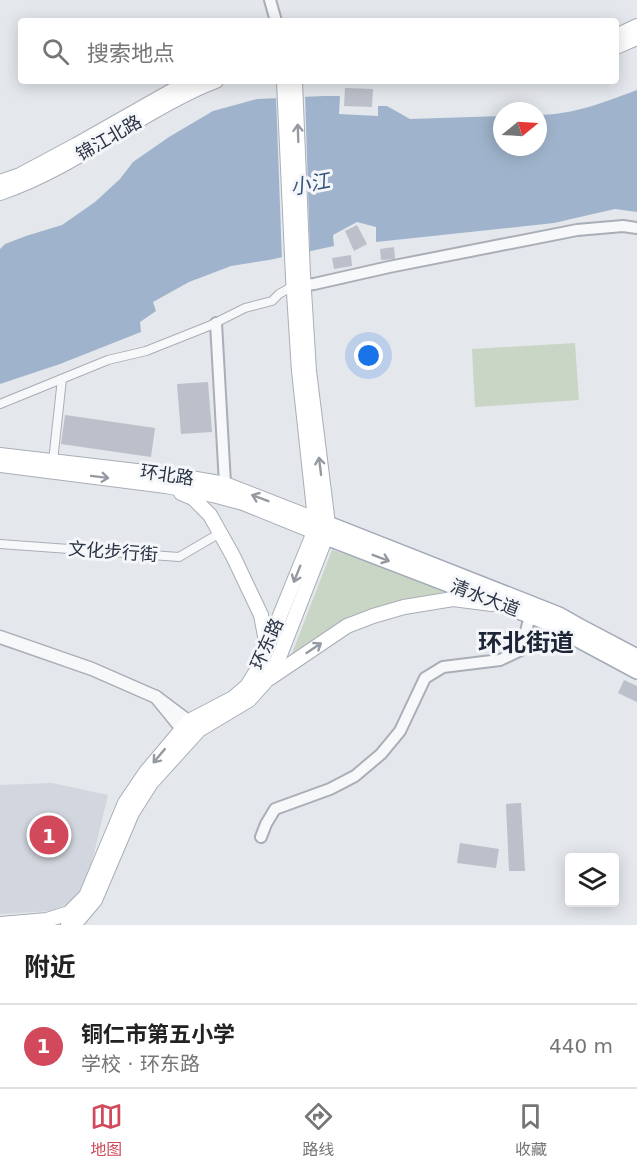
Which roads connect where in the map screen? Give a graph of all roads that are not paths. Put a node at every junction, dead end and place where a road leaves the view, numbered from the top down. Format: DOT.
graph roads {
  1 [pos="270,0"];
  2 [pos="275,18"];
  3 [pos="637,26"];
  4 [pos="619,35"];
  5 [pos="637,38"];
  6 [pos="619,46"];
  7 [pos="184,84"];
  8 [pos="208,84"];
  9 [pos="290,87"];
  10 [pos="0,182"];
  11 [pos="0,193"];
  12 [pos="637,228"];
  13 [pos="298,281"];
  14 [pos="216,323"];
  15 [pos="62,379"];
  16 [pos="0,404"];
  17 [pos="0,455"];
  18 [pos="53,461"];
  19 [pos="0,465"];
  20 [pos="225,484"];
  21 [pos="166,486"];
  22 [pos="321,528"];
  23 [pos="220,533"];
  24 [pos="0,544"];
  25 [pos="508,607"];
  26 [pos="530,616"];
  27 [pos="0,637"];
  28 [pos="266,651"];
  29 [pos="637,657"];
  30 [pos="637,671"];
  31 [pos="266,681"];
  32 [pos="190,730"];
  33 [pos="261,837"];
  34 [pos="0,924"];
  35 [pos="68,925"];
  1 -- 2 [label="street"];
  3 -- 4 [label="main road"];
  5 -- 6 [label="main road"];
  7 -- 10 [label="main road, 锦江北路"];
  8 -- 11 [label="main road, 锦江北路"];
  9 -- 13 [label="main road"];
  12 -- 13 [label="street"];
  13 -- 14 [label="street"];
  13 -- 22 [label="main road"];
  14 -- 15 [label="street"];
  14 -- 20 [label="street"];
  15 -- 16 [label="street"];
  15 -- 18 [label="street"];
  17 -- 18 [label="main road, 环北路"];
  18 -- 20 [label="main road, 环北路"];
  19 -- 21 [label="main road, 环北路, one-way"];
  22 -- 20 [label="main road, 环北路, one-way"];
  21 -- 22 [label="main road, 环北路"];
  21 -- 23 [label="main road"];
  22 -- 25 [label="main road, 清水大道, one-way"];
  22 -- 28 [label="main road, 环东路, one-way"];
  22 -- 29 [label="main road, 清水大道"];
  22 -- 31 [label="main road, 环东路"];
  23 -- 24 [label="street, 文化步行街"];
  23 -- 28 [label="main road"];
  25 -- 26 [label="main road, 清水大道"];
  31 -- 25 [label="main road, one-way"];
  26 -- 30 [label="main road, 清水大道"];
  26 -- 33 [label="street"];
  27 -- 32 [label="street"];
  28 -- 32 [label="main road, 环东路"];
  31 -- 32 [label="main road, 环东路"];
  32 -- 34 [label="main road, 环东路, one-way"];
  32 -- 35 [label="main road, 环东路"];
}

DIRECTIONS
Every line above goes into the copy unchanged; the pictures do not.

RESULT OF THE EXERCISE
Which roads connect where in the map screen? Give a graph of all roads that are not paths. Put a node at every junction, dead end and place where a road leaves the view, numbered from the top down. Format: DOT.
graph roads {
  1 [pos="270,0"];
  2 [pos="275,18"];
  3 [pos="637,26"];
  4 [pos="619,35"];
  5 [pos="637,38"];
  6 [pos="619,46"];
  7 [pos="184,84"];
  8 [pos="208,84"];
  9 [pos="290,87"];
  10 [pos="0,182"];
  11 [pos="0,193"];
  12 [pos="637,228"];
  13 [pos="298,281"];
  14 [pos="216,323"];
  15 [pos="62,379"];
  16 [pos="0,404"];
  17 [pos="0,455"];
  18 [pos="53,461"];
  19 [pos="0,465"];
  20 [pos="225,484"];
  21 [pos="166,486"];
  22 [pos="321,528"];
  23 [pos="220,533"];
  24 [pos="0,544"];
  25 [pos="508,607"];
  26 [pos="530,616"];
  27 [pos="0,637"];
  28 [pos="266,651"];
  29 [pos="637,657"];
  30 [pos="637,671"];
  31 [pos="266,681"];
  32 [pos="190,730"];
  33 [pos="261,837"];
  34 [pos="0,924"];
  35 [pos="68,925"];
  1 -- 2 [label="street"];
  3 -- 4 [label="main road"];
  5 -- 6 [label="main road"];
  7 -- 10 [label="main road, 锦江北路"];
  8 -- 11 [label="main road, 锦江北路"];
  9 -- 13 [label="main road"];
  12 -- 13 [label="street"];
  13 -- 14 [label="street"];
  13 -- 22 [label="main road"];
  14 -- 15 [label="street"];
  14 -- 20 [label="street"];
  15 -- 16 [label="street"];
  15 -- 18 [label="street"];
  17 -- 18 [label="main road, 环北路"];
  18 -- 20 [label="main road, 环北路"];
  19 -- 21 [label="main road, 环北路, one-way"];
  22 -- 20 [label="main road, 环北路, one-way"];
  21 -- 22 [label="main road, 环北路"];
  21 -- 23 [label="main road"];
  22 -- 25 [label="main road, 清水大道, one-way"];
  22 -- 28 [label="main road, 环东路, one-way"];
  22 -- 29 [label="main road, 清水大道"];
  22 -- 31 [label="main road, 环东路"];
  23 -- 24 [label="street, 文化步行街"];
  23 -- 28 [label="main road"];
  25 -- 26 [label="main road, 清水大道"];
  31 -- 25 [label="main road, one-way"];
  26 -- 30 [label="main road, 清水大道"];
  26 -- 33 [label="street"];
  27 -- 32 [label="street"];
  28 -- 32 [label="main road, 环东路"];
  31 -- 32 [label="main road, 环东路"];
  32 -- 34 [label="main road, 环东路, one-way"];
  32 -- 35 [label="main road, 环东路"];
}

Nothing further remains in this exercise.